Jaguar XJR 12D wins the LM class at 1993 Daytona

Jaguar XJR 12D wins the LM class at 1993 Daytona

Due to the global economic downturn of the early Nineties, Jaguar and its racing partner, TWR, had already pulled out of the World Sportscar Championship at the end of the 1991 season and then the American IMSA series the following year. But with the team contemplating a return to the Le Mans 24 Hours in 1993, three V12-powered XJR 12Ds were entered into the Daytona 24 Hours in late January as a way of gathering race experience with the cars.


FINISHING LINES

The trio qualified strongly in sixth, seventh and eighth places but two soon retired leaving only the number two XJR 12D driven by Davy Jones, Scott Pruett and Scott Goodyear. Thanks to several retirements and mishaps by other teams, the remaining Jaguar was soon dicing for the lead with the Toyota-powered Eagle MkIII of Mark Dismore, PJ Jones and Rocky Moran. The pair kept close company for several hours until 11.30pm when Dismore, trying to catch the Jaguar that was now 30 seconds ahead, pushed too hard and understeered into a straw bale.

“I was stuck there in the mud until some corner workers helped push me out,” said Dismore. “It didn’t really hurt the car, but it did hurt my pride.” The minor damage was eventually repaired, taking five laps for the mechanics to send it back out again.

With the pressure off, the Jaguar kept the lead until just before 10am the next morning when, with Scott Pruett now at the wheel, the car stopped at Turn 1 behind the pits due to a broken gear linkage. Unlike at Le Mans, Daytona’s rules allowed drivers to be given tools on the circuit to fix the car.

And so after speaking to Pruett on the radio and armed with a complete gear linkage assembly, the TWR crew jumped aboard their motorised trolley and soon delivered everything the driver needed to fix his car. To add to the excitement, at around the same time smoke was seen coming from the Eagle MkIII that was still in second place. Diagnosed as a seizing transaxle, two sets of mechanics set to work repairing the car; one lot pulling the back off the race car, the other stripping a fresh transaxle off a spare rear-end assembly behind the pits.

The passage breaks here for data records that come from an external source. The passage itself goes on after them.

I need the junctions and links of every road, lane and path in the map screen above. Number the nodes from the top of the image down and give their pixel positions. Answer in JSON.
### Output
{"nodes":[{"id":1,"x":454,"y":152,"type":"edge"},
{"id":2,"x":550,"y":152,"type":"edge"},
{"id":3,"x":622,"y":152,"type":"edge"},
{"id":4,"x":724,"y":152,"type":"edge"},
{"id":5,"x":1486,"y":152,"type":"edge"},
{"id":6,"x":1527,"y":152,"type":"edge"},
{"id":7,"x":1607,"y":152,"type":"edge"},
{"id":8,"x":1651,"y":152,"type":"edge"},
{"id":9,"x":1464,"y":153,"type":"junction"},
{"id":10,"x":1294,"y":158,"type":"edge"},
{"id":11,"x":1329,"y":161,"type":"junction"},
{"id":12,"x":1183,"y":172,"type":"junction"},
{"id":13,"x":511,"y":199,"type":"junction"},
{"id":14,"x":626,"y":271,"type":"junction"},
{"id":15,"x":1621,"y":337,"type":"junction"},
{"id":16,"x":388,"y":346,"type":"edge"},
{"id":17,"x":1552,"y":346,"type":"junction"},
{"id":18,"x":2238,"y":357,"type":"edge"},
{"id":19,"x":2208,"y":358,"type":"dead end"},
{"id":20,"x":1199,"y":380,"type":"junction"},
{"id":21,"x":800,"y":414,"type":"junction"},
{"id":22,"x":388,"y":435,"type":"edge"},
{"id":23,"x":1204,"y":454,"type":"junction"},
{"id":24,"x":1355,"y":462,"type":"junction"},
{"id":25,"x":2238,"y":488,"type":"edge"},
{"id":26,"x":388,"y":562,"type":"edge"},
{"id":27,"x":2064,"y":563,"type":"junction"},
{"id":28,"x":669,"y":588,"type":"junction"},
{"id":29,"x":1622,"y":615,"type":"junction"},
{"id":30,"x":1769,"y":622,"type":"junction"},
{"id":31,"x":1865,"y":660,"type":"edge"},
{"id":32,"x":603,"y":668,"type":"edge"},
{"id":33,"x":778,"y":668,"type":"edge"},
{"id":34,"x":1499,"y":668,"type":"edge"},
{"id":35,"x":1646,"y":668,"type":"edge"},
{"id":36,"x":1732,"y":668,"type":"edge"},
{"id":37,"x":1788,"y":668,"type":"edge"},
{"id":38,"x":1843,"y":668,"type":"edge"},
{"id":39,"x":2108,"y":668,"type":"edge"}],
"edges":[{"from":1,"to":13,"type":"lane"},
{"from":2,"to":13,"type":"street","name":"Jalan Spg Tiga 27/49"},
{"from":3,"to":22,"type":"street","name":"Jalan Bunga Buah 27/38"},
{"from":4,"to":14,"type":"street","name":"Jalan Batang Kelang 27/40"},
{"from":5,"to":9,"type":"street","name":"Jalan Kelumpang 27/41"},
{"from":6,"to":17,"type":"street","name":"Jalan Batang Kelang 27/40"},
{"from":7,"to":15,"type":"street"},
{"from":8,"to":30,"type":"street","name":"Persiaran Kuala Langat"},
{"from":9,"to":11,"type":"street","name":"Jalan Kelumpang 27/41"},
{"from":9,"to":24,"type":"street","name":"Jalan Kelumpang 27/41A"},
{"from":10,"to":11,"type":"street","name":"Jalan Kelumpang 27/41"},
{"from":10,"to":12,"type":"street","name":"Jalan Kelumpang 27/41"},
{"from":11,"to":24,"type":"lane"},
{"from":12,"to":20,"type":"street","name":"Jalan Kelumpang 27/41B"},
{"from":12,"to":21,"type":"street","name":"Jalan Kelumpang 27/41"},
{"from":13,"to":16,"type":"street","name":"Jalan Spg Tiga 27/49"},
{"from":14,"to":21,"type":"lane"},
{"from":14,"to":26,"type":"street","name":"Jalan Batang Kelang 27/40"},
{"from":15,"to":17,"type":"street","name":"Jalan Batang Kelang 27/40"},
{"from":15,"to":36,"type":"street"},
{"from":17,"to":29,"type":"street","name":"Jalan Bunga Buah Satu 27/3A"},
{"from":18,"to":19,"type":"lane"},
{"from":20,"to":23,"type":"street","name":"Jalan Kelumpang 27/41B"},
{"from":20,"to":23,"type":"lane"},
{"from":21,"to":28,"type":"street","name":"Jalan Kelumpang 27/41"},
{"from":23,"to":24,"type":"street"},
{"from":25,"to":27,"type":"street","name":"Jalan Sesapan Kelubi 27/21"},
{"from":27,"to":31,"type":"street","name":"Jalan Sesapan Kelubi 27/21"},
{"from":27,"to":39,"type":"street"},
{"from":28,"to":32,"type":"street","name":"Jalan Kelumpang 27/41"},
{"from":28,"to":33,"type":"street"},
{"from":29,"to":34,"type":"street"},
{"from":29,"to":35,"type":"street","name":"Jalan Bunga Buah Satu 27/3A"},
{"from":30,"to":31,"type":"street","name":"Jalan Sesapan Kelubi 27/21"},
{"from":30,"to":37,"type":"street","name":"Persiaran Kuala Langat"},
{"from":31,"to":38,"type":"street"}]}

The lone Pruett proved to be quicker with the spanners and within 20 minutes he was back in the Jaguar extending its lead to 30 laps. But a little after 11am and with Jones now driving, he was in the pits complaining the V12 was running rough. With the problem being a suspected broken valve spring, the American was sent back out but only for another 15 minutes. When he stopped again, due to a gaping hole in a cylinder head this time it was for good. “We were really nursing the car on Sunday,” said Jones sadly. “We were short shifting, looking after it, and still this happened.” The Eagle MkIII of Dismore, Jones and Moran eventually took the chequered flag 80 laps later.